明るいオレンジ色の車体が特徴的な「人間エンジン」は、高さ4.5メートル、長さ7.9メートルに及ぶ大きな作品だ。にもかかわらず、なんと人の力を利用して走行させることができるのだという。
これまでにも人力によって動く立体作品を手がけてきた東さん。人力を作品の核とする構想や、地域と関わりながら制作を進めるユニークなプロセスは、いずれも過去の制作を通じて培ってきたものだという。

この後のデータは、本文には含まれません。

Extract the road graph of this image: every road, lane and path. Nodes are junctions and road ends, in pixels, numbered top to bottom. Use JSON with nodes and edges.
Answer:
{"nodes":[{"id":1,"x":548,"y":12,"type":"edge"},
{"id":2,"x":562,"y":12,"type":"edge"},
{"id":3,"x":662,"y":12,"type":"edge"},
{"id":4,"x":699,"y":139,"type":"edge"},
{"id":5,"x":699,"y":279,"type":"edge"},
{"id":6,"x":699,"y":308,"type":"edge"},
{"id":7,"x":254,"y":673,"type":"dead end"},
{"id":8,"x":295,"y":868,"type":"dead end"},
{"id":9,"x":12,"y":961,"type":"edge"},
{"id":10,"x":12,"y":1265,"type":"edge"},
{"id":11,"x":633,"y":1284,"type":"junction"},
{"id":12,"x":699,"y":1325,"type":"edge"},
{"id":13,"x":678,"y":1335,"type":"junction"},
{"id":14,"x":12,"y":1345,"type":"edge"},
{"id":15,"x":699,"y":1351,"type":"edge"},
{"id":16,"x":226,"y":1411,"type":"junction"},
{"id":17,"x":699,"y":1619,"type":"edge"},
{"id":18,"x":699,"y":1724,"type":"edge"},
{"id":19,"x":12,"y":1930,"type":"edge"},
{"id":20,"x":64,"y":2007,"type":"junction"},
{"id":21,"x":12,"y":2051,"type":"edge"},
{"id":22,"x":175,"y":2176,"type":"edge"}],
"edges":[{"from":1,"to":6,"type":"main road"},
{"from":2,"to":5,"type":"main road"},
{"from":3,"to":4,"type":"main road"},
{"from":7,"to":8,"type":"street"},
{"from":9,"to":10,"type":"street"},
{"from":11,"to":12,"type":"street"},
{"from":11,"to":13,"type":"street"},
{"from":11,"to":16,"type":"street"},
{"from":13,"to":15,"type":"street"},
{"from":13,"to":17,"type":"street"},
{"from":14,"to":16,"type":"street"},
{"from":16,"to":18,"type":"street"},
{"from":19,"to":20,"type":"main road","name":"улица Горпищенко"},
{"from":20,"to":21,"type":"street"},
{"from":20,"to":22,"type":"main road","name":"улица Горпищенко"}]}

その変遷について、少しだけ時間を遡って訊ねてみた。

「学部生の頃はお金がなくて、藝大取手キャンパス(茨城県取手市)周辺で使われなくなった自転車を材料に作品をつくっていました。取手は市内に競輪場があり、昔から自転車との縁が深い町なのですが、高齢化に伴って自転車の利用者が減ってしまっていたんです」

町の人々に声をかけて自転車を集めてまわり、地域を舞台に作品をつくる経験は、東さんがそれまで抱いていた〈美術作家〉のイメージに、大きな影響を与えることになったという。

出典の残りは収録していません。